WHAT YOU ARE ASKED TO DO:
An exact copy of the lines from the top of the data through the line with "Write the network" is what you should give, with no pictures in it.

---*---

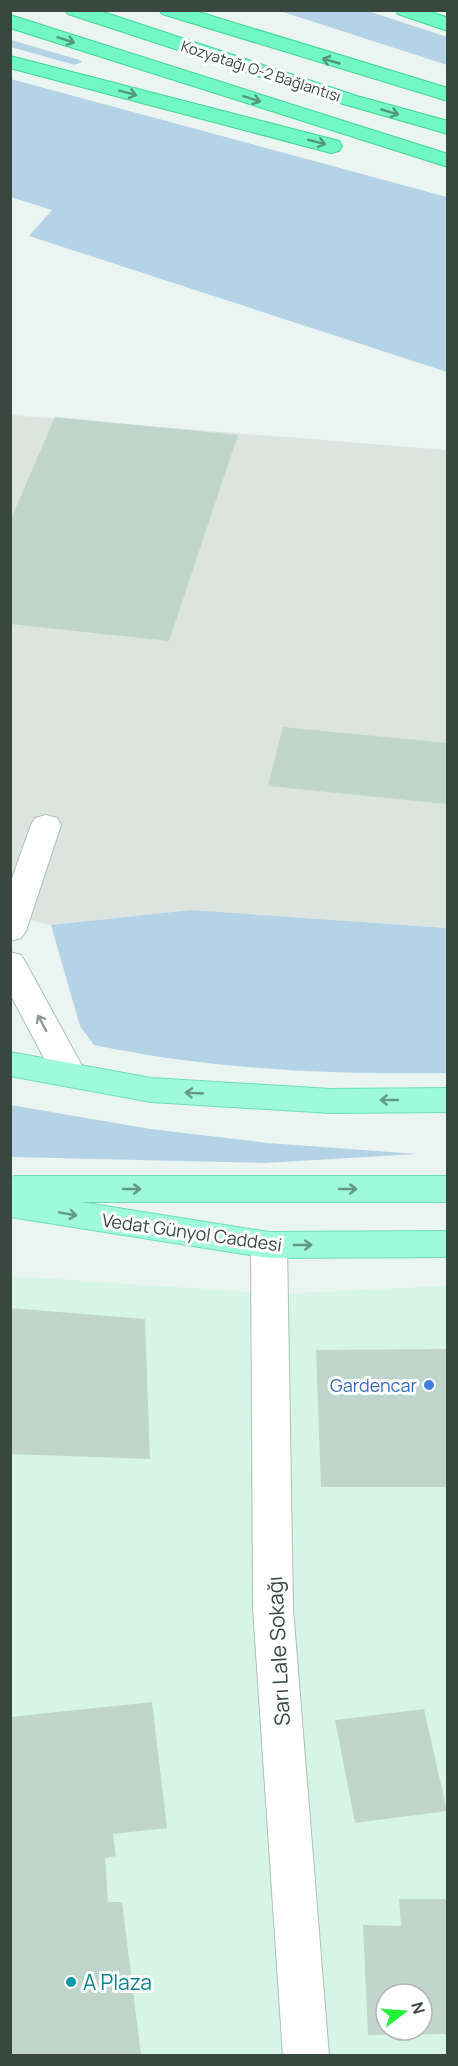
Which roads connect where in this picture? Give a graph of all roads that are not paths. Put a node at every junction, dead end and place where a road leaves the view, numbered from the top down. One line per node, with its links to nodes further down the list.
1 (75, 10): 10 (highway, Kozyatağı O-2 Bağlantısı, one-way to 10)
2 (169, 10): 9 (highway, Kozyatağı O-2 Bağlantısı, one-way to 2)
3 (405, 10): 6 (highway)
4 (251, 14): 8 (highway)
5 (10, 21): 11 (highway, one-way to 11)
6 (447, 25)
7 (10, 62): 12 (highway, one-way to 12)
8 (447, 80)
9 (447, 95)
10 (447, 128)
11 (447, 161)
12 (447, 176)
13 (46, 825): 14 (street)
14 (10, 932)
15 (10, 963): 17 (street, one-way to 15)
16 (10, 1064): 17 (main road)
17 (70, 1075): 18 (main road, one-way to 17)
18 (447, 1100)
19 (10, 1189): 20 (main road, one-way to 20)
20 (447, 1189)
21 (10, 1204): 23 (main road, Vedat Günyol Caddesi, one-way to 23)
22 (447, 1244): 23 (main road, Vedat Günyol Caddesi, one-way to 22)
23 (269, 1245): 24 (street, Sarı Lale Sokağı)
24 (306, 2055)

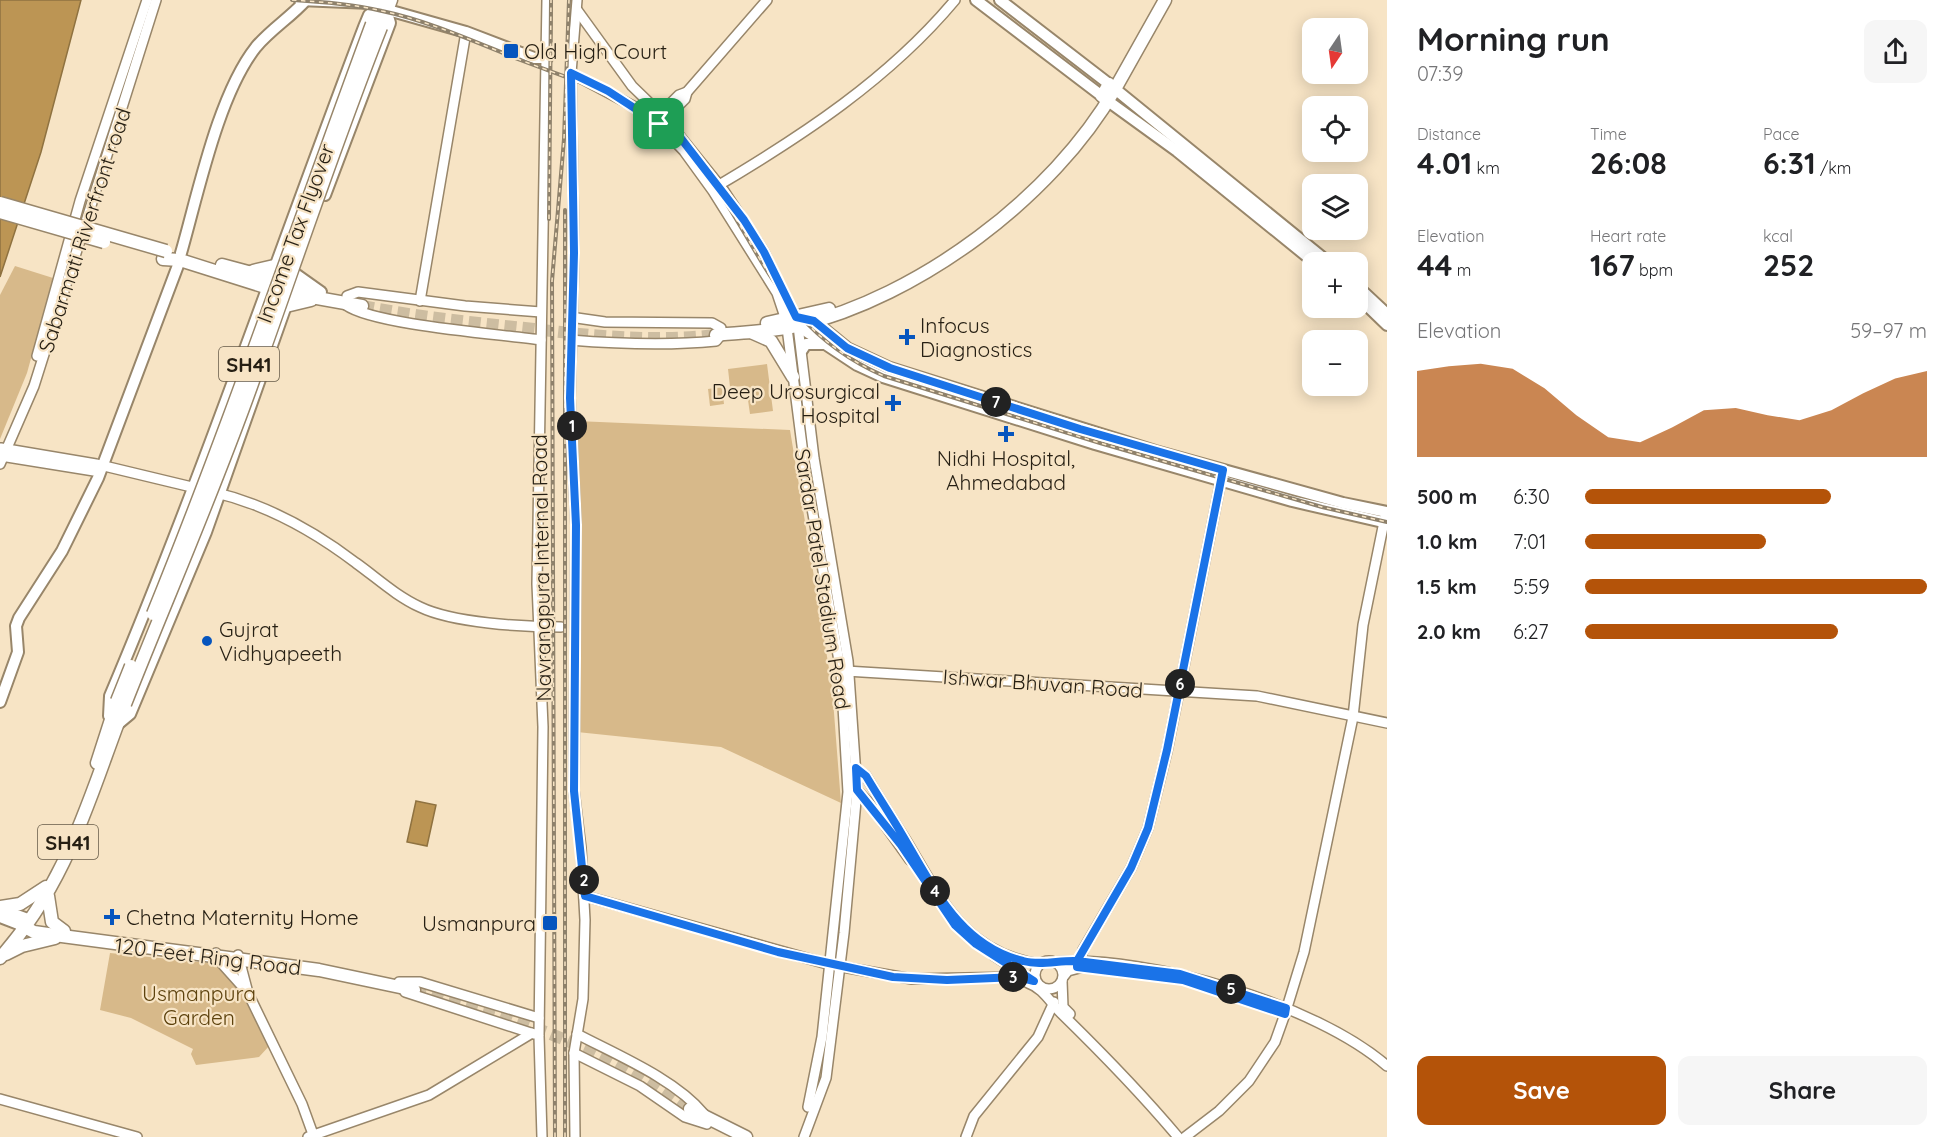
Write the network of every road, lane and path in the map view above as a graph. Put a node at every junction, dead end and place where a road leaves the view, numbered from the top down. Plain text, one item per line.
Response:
1 (147, 0) edge
2 (156, 0) edge
3 (547, 0) edge
4 (767, 0) edge
5 (954, 0) edge
6 (976, 0) edge
7 (1000, 0) edge
8 (1156, 0) edge
9 (1165, 0) edge
10 (303, 1) edge
11 (577, 5) edge
12 (384, 6) edge
13 (466, 32) junction
14 (547, 58) junction
15 (571, 73) junction
16 (1112, 86) junction
17 (1105, 99) junction
18 (660, 119) junction
19 (715, 187) junction
20 (0, 202) edge
21 (0, 212) edge
22 (1302, 252) edge
23 (1316, 252) edge
24 (164, 255) junction
25 (181, 257) junction
26 (274, 266) junction
27 (242, 275) junction
28 (282, 285) junction
29 (320, 295) junction
30 (1368, 296) edge
31 (345, 300) junction
32 (262, 301) junction
33 (420, 301) junction
34 (362, 303) tunnel mouth
35 (286, 306) junction
36 (1368, 307) edge
37 (541, 312) junction
38 (1387, 314) edge
39 (570, 317) junction
40 (814, 321) junction
41 (792, 323) junction
42 (1387, 325) edge
43 (749, 331) junction
44 (718, 332) junction
45 (541, 340) junction
46 (570, 340) junction
47 (823, 344) junction
48 (802, 350) junction
49 (793, 376) junction
50 (1000, 409) junction
51 (809, 417) junction
52 (799, 419) junction
53 (2, 454) edge
54 (103, 468) junction
55 (815, 468) junction
56 (805, 470) junction
57 (1222, 475) junction
58 (195, 488) junction
59 (219, 493) junction
60 (1386, 518) edge
61 (541, 627) junction
62 (568, 627) junction
63 (845, 671) junction
64 (1178, 690) junction
65 (0, 702) edge
66 (1353, 717) junction
67 (113, 723) junction
68 (1387, 723) edge
69 (852, 766) junction
70 (847, 784) junction
71 (857, 790) junction
72 (856, 803) junction
73 (870, 804) junction
74 (47, 892) junction
75 (585, 896) junction
76 (0, 908) edge
77 (0, 917) edge
78 (26, 923) junction
79 (63, 934) junction
80 (0, 948) edge
81 (216, 955) junction
82 (0, 957) edge
83 (238, 957) junction
84 (1056, 962) junction
85 (1039, 964) junction
86 (1077, 964) junction
87 (835, 965) junction
88 (1062, 982) junction
89 (398, 984) junction
90 (1036, 984) junction
91 (415, 988) tunnel mouth
92 (248, 993) junction
93 (1050, 1001) junction
94 (1286, 1011) junction
95 (539, 1018) junction
96 (536, 1034) junction
97 (577, 1034) junction
98 (574, 1053) junction
99 (1387, 1066) edge
100 (1387, 1072) edge
101 (0, 1100) edge
102 (699, 1116) junction
103 (137, 1137) edge
104 (312, 1137) edge
105 (542, 1137) edge
106 (575, 1137) edge
107 (734, 1137) edge
108 (746, 1137) edge
109 (797, 1137) edge
110 (804, 1137) edge
111 (964, 1137) edge
112 (1178, 1137) edge
113 (1185, 1137) edge

1 - 53 street, Sabarmati Riverfront road
2 - 53 street, Sabarmati Riverfront road
3 - 14 street, Navrangpura Internal Road
4 - 18 street
5 - 19 street
6 - 17 main road
7 - 16 main road
8 - 16 main road
9 - 16 main road
10 - 12 main road
10 - 25 main road
11 - 15 street, Navrangpura Internal Road
11 - 18 street
12 - 13 main road
12 - 26 main road
12 - 28 main road
12 - 67 main road, Income Tax Flyover / SH41, bridge
13 - 14 main road
13 - 33 street
14 - 37 street, Navrangpura Internal Road
15 - 18 street
15 - 39 street, Navrangpura Internal Road
16 - 17 main road
16 - 23 main road
17 - 22 main road
17 - 40 main road
17 - 41 main road
18 - 19 street
19 - 41 street, Sardar Patel Stadium Road
19 - 41 street, Sardar Patel Stadium Road
20 - 24 main road, bridge
21 - 24 main road, bridge
24 - 25 main road
25 - 27 main road
25 - 54 main road
26 - 27 main road
26 - 28 main road
27 - 28 main road
27 - 32 main road
28 - 29 main road
28 - 29 main road
28 - 32 main road
28 - 35 main road
29 - 31 main road
29 - 35 main road
30 - 38 main road
31 - 33 street
31 - 34 main road
31 - 45 street
32 - 58 main road
33 - 37 street
35 - 59 main road
36 - 42 main road
37 - 45 street, Navrangpura Internal Road
39 - 44 street
39 - 46 street, Navrangpura Internal Road
40 - 41 main road
40 - 50 main road
41 - 43 main road
41 - 44 main road
41 - 47 main road
41 - 48 street, Sardar Patel Stadium Road
41 - 49 street, Sardar Patel Stadium Road
43 - 44 main road
43 - 49 main road
44 - 46 street
45 - 61 street, Navrangpura Internal Road
46 - 62 street, Navrangpura Internal Road
47 - 48 main road
47 - 50 main road
48 - 51 street, Sardar Patel Stadium Road
49 - 52 street, Sardar Patel Stadium Road
50 - 57 main road
51 - 52 street
51 - 55 street, Sardar Patel Stadium Road
52 - 56 street, Sardar Patel Stadium Road
53 - 54 street
54 - 58 street
54 - 65 main road
55 - 56 street
55 - 63 street, Sardar Patel Stadium Road
56 - 63 street, Sardar Patel Stadium Road
57 - 60 main road
57 - 64 street
58 - 59 street
58 - 67 main road
59 - 61 street
59 - 67 main road
60 - 66 street
61 - 62 street
61 - 95 street, Navrangpura Internal Road
62 - 75 street, Navrangpura Internal Road
63 - 64 street, Ishwar Bhuvan Road
63 - 69 street, Sardar Patel Stadium Road
64 - 66 street, Ishwar Bhuvan Road
64 - 86 street
66 - 68 street, Ishwar Bhuvan Road
66 - 94 street
67 - 74 main road, SH41
69 - 70 street, Sardar Patel Stadium Road
69 - 71 street, Sardar Patel Stadium Road
69 - 85 street
70 - 71 street
70 - 87 street, Sardar Patel Stadium Road
71 - 72 street, Sardar Patel Stadium Road
71 - 73 street
72 - 73 street
72 - 87 street, Sardar Patel Stadium Road
73 - 90 street
74 - 76 main road
74 - 78 main road, SH41
74 - 79 main road
75 - 87 street
75 - 97 street, Navrangpura Internal Road
76 - 78 main road
77 - 78 main road
78 - 79 main road, 120 Feet Ring Road
78 - 80 main road, SH41
78 - 82 main road
79 - 81 main road, 120 Feet Ring Road
79 - 82 main road
81 - 83 main road, 120 Feet Ring Road
81 - 92 street
83 - 89 main road, 120 Feet Ring Road
83 - 92 street
84 - 85 street
84 - 86 street
84 - 88 street
85 - 90 street
86 - 88 street
86 - 94 street
87 - 90 street
87 - 109 street, Sardar Patel Stadium Road
87 - 110 street, Sardar Patel Stadium Road
88 - 90 street
88 - 93 street
88 - 113 street
89 - 91 main road, 120 Feet Ring Road
89 - 95 street
89 - 96 street
90 - 93 street
92 - 104 street
93 - 111 street
93 - 112 street
94 - 99 street
94 - 100 street
94 - 113 street
95 - 96 street, Navrangpura Internal Road
96 - 104 street
96 - 105 street, Navrangpura Internal Road
97 - 98 street, Navrangpura Internal Road
97 - 102 street
98 - 102 street
98 - 106 street, Navrangpura Internal Road
101 - 103 street
102 - 107 main road
102 - 108 main road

---*---

ANSWER TO THIS TASK:
Which roads connect where in this picture? Give a graph of all roads that are not paths. Put a node at every junction, dead end and place where a road leaves the view, numbered from the top down. One line per node, with its links to nodes further down the list.
1 (75, 10): 10 (highway, Kozyatağı O-2 Bağlantısı, one-way to 10)
2 (169, 10): 9 (highway, Kozyatağı O-2 Bağlantısı, one-way to 2)
3 (405, 10): 6 (highway)
4 (251, 14): 8 (highway)
5 (10, 21): 11 (highway, one-way to 11)
6 (447, 25)
7 (10, 62): 12 (highway, one-way to 12)
8 (447, 80)
9 (447, 95)
10 (447, 128)
11 (447, 161)
12 (447, 176)
13 (46, 825): 14 (street)
14 (10, 932)
15 (10, 963): 17 (street, one-way to 15)
16 (10, 1064): 17 (main road)
17 (70, 1075): 18 (main road, one-way to 17)
18 (447, 1100)
19 (10, 1189): 20 (main road, one-way to 20)
20 (447, 1189)
21 (10, 1204): 23 (main road, Vedat Günyol Caddesi, one-way to 23)
22 (447, 1244): 23 (main road, Vedat Günyol Caddesi, one-way to 22)
23 (269, 1245): 24 (street, Sarı Lale Sokağı)
24 (306, 2055)

Write the network of every road, lane and path in the map view above as a graph. Put a node at every junction, dead end and place where a road leaves the view, numbered from the top down. Plain text, one item per line.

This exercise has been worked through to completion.